>>>>

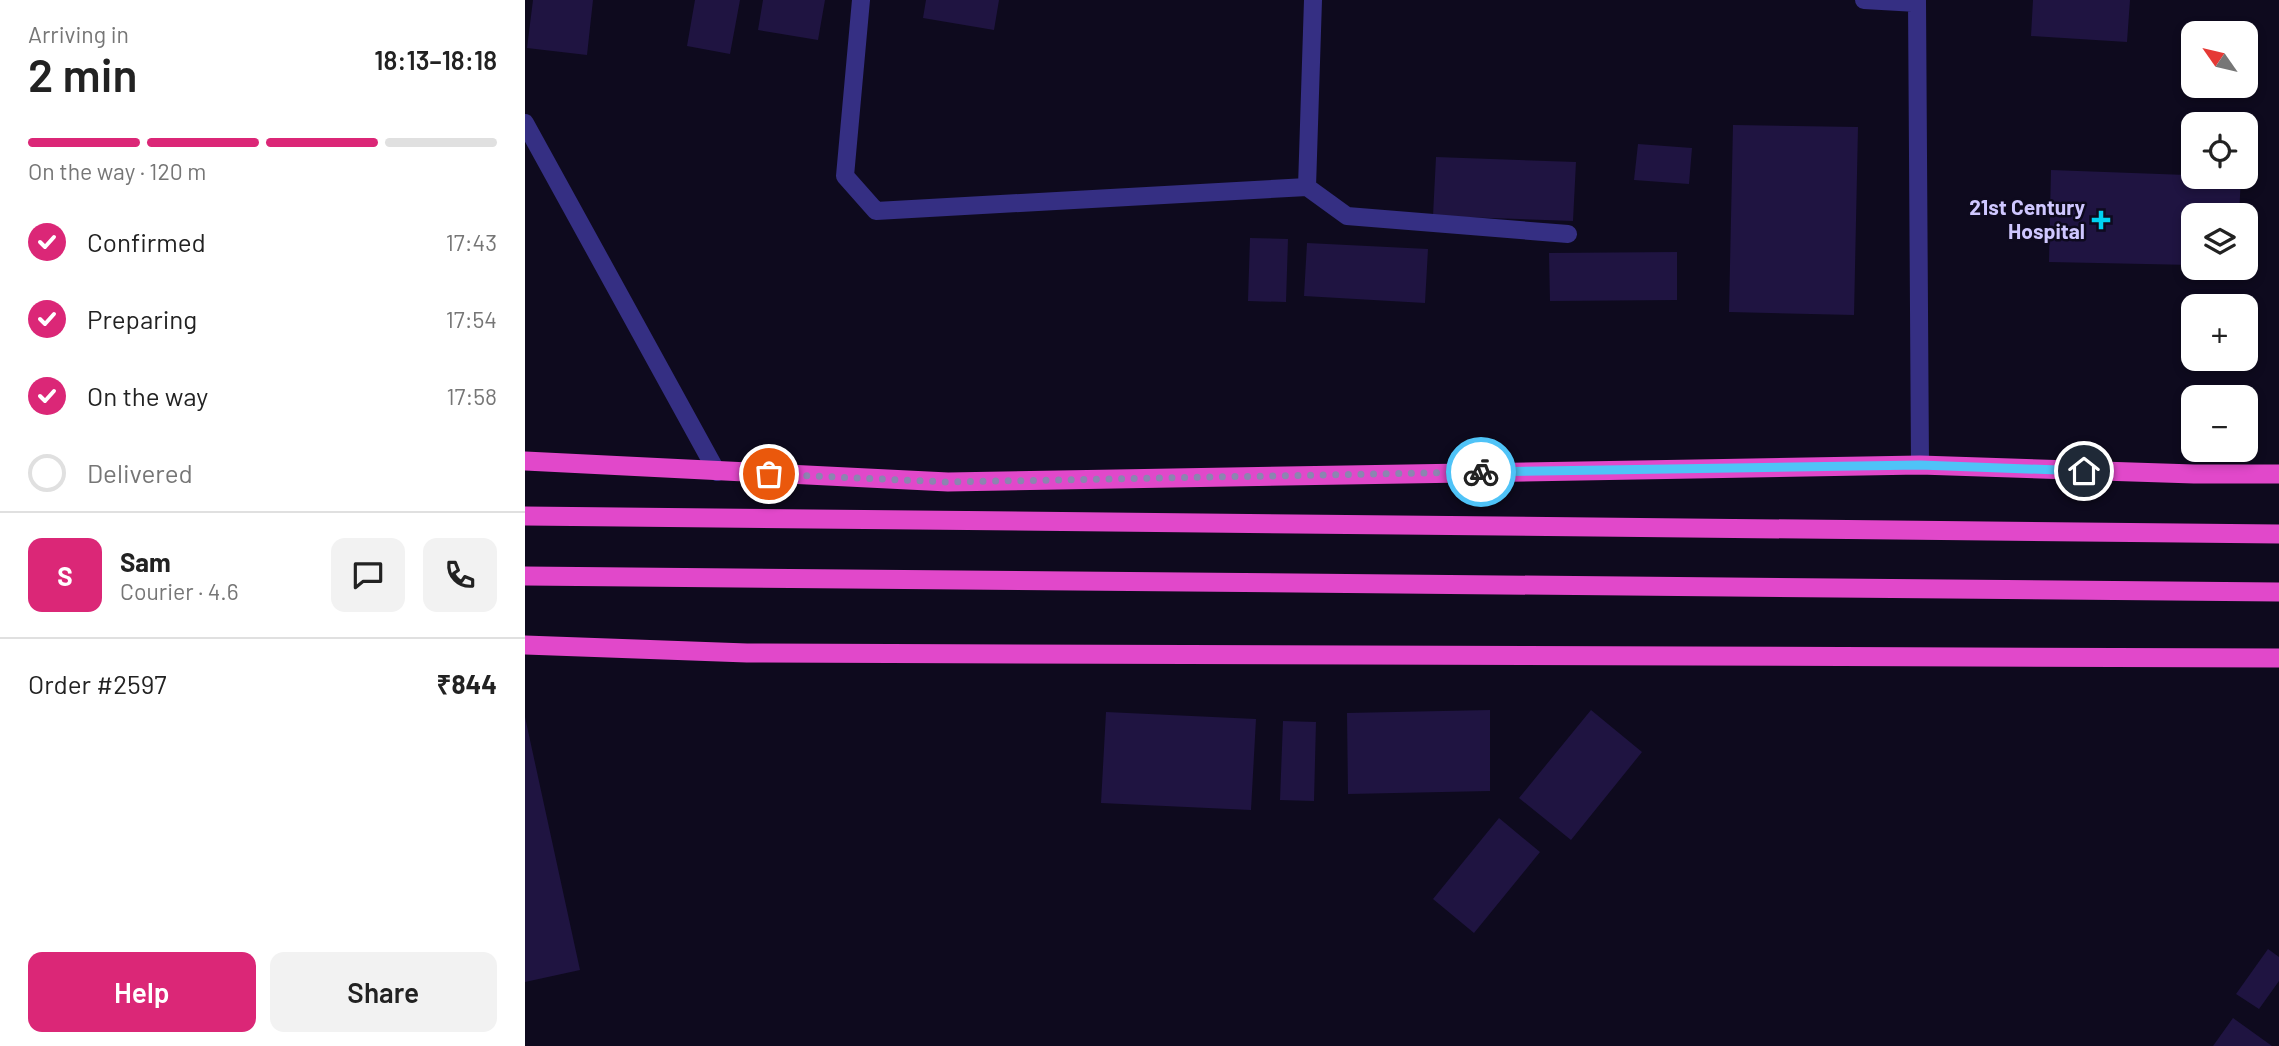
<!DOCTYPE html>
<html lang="en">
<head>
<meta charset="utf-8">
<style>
  :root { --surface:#fff; --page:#f2f2f2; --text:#222; --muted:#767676; --line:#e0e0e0; --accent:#db2777 }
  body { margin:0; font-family:Barlow,sans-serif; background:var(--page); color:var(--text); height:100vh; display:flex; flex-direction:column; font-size:26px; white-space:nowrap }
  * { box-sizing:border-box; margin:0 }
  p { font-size:23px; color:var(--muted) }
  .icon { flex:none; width:38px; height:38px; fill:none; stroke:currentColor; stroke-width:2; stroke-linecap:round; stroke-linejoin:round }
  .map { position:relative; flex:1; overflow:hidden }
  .details { display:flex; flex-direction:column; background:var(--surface); width:525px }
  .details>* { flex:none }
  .needle { width:46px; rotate:304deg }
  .tools { position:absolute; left:1656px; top:21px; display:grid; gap:14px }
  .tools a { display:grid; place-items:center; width:77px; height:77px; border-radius:14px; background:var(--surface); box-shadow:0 4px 10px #0003; font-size:35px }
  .pin { position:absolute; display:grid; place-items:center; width:60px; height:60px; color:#fff; margin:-30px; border:4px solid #fff; border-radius:50%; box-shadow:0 2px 7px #0007 }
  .courier { position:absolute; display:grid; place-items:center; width:70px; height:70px; margin:-35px; border:5px solid #4fc3f7; border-radius:50%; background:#fff; color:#222; box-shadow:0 2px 9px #0007 }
  .overview em { font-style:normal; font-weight:600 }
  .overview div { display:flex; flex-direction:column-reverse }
  .overview { display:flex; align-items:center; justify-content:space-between; height:119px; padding:0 28px }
  h1 { font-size:46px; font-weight:600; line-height:52px }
  .bar { display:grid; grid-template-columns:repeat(4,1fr); gap:10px 7px; align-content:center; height:84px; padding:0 28px }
  .bar i { height:9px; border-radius:5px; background:var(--line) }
  .bar .active { background:var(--accent) }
  .bar p { grid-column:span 4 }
  .line { display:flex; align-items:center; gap:18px; padding:0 28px; border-top:2px solid var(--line) }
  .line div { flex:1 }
  .round { display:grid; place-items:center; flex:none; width:74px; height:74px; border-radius:14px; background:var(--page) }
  ol { padding:0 28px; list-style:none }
  li { display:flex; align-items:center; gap:21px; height:77px }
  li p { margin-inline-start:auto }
  li .icon { padding:7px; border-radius:50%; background:var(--accent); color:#fff; stroke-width:4 }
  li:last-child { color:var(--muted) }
  li i { width:38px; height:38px; border:4px solid var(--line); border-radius:50% }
  .primary-button { display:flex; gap:14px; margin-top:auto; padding:14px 28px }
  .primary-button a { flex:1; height:80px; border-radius:14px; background:var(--accent); color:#fff; font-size:28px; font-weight:600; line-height:80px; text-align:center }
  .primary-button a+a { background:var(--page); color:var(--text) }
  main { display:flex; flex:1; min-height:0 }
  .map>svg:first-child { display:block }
  .building { fill:#1f1441 }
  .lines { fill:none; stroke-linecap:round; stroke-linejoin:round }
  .minor { stroke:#352f83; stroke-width:18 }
  .trunk { stroke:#e148ca; stroke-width:19 }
  .done { stroke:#8b85b0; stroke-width:7; stroke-dasharray:0 12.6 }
  .route { stroke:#4fc3f7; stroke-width:9 }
  .poi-dot { fill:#00d2f2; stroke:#0e0a1e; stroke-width:2.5 }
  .labels { text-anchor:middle; stroke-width:5; stroke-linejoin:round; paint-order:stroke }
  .poi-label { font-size:21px; font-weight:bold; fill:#cfc7ff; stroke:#0e0a1e; text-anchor:end }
</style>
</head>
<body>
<main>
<section class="details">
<div class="overview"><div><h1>2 min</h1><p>Arriving in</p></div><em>18:13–18:18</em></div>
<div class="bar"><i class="active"></i><i class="active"></i><i class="active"></i><i></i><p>On the way · 120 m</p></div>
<ol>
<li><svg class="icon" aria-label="check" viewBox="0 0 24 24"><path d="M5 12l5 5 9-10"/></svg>Confirmed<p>17:43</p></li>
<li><svg class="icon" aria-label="check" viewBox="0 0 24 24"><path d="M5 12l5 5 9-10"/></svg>Preparing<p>17:54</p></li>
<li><svg class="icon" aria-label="check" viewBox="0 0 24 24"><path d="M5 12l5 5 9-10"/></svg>On the way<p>17:58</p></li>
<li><i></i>Delivered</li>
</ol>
<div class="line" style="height:126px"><b class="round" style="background:var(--accent);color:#fff">S</b><div><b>Sam</b><p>Courier · 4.6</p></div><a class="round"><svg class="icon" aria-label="chat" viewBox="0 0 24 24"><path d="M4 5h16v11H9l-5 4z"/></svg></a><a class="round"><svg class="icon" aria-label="phone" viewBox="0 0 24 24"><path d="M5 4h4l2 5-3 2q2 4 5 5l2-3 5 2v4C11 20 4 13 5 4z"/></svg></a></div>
<div class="line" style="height:91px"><div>Order #2597</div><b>₹844</b></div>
<div class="primary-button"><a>Help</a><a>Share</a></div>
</section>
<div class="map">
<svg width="1754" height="1046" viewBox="0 0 1754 1046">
  <rect width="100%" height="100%" fill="#0e0a1e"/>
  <!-- building -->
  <path class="building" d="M8 0H68L62 55 2 48Z
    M170 0H215L205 54 162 46Z
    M238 0H300L293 40 233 30Z
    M401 0H474L469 30 398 18Z
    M1508 0H1605L1602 42 1506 36Z
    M1208 125 1333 127 1329 315 1204 312Z
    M1113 144 1167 148 1164 184 1109 180Z
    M911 157 1051 162 1048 221 908 216Z
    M1526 170 1716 177 1714 215H1668V265L1524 262Z
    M725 238 763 239 761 302 723 301Z
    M782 243 903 249 900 303 779 296Z
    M1152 252V300L1025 301 1024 253Z
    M965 710V791L823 794 822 713Z
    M1066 710 1117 752 1046 840 994 798Z
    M581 712 731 719 726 810 576 803Z
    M0 717 55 970 0 982Z
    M758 721 791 722 789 801 755 800Z
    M974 818 1015 852 949 933 908 899Z
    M1743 949 1754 957V981L1734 1009 1711 994Z
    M1708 1018 1747 1046H1688Z"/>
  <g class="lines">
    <!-- minor -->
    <path class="minor" d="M336 0 320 176 351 211 782 187 822 216 1043 234
      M1339 0 1392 3
      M1392 0 1395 465
      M0 123 192 472
      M782 187 788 0"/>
    <!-- trunk -->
    <path class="trunk" d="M0 461 423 482 1395 465 1669 474H1754
      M0 516 1754 534
      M0 576 1754 592
      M0 645 222 653 1754 658"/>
  </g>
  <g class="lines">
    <!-- done -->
    <path class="done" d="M244 474 423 482 956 472"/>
    <!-- route -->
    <path class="route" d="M956 472 1395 465 1559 471"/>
  </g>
  <!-- markers -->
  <path class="poi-dot" d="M1572.5 209.5h7v7h7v7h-7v7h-7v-7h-7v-7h7z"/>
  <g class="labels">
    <!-- poi labels -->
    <g class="poi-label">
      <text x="1560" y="215">21st Century<tspan x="1560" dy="24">Hospital</tspan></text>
    </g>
  </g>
</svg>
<div class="tools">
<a><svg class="needle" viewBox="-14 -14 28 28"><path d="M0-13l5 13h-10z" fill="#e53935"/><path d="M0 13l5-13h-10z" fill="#767676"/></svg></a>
<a><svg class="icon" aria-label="locate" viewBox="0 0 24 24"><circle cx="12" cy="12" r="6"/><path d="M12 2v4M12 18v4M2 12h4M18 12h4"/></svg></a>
<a><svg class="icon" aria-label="layers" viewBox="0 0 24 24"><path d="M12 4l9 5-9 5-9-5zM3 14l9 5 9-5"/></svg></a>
<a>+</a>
<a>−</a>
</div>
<div class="pin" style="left:244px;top:474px;background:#ea580c"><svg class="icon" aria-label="bag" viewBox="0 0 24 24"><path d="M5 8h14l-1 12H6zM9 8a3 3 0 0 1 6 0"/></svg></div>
<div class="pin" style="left:1559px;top:471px;background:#1f2937"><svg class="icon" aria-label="home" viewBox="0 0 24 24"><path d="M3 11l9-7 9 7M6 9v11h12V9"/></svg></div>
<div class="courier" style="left:956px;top:472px"><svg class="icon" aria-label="bike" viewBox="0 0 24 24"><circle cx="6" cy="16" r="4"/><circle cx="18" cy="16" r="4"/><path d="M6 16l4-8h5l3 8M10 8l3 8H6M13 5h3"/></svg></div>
</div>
</main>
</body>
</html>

<<<<

> _DIRECTIONS FOR THIS TASK_
Go through the material and say how many lines include "labels". The number alone will do.

> _SOLUTION_
3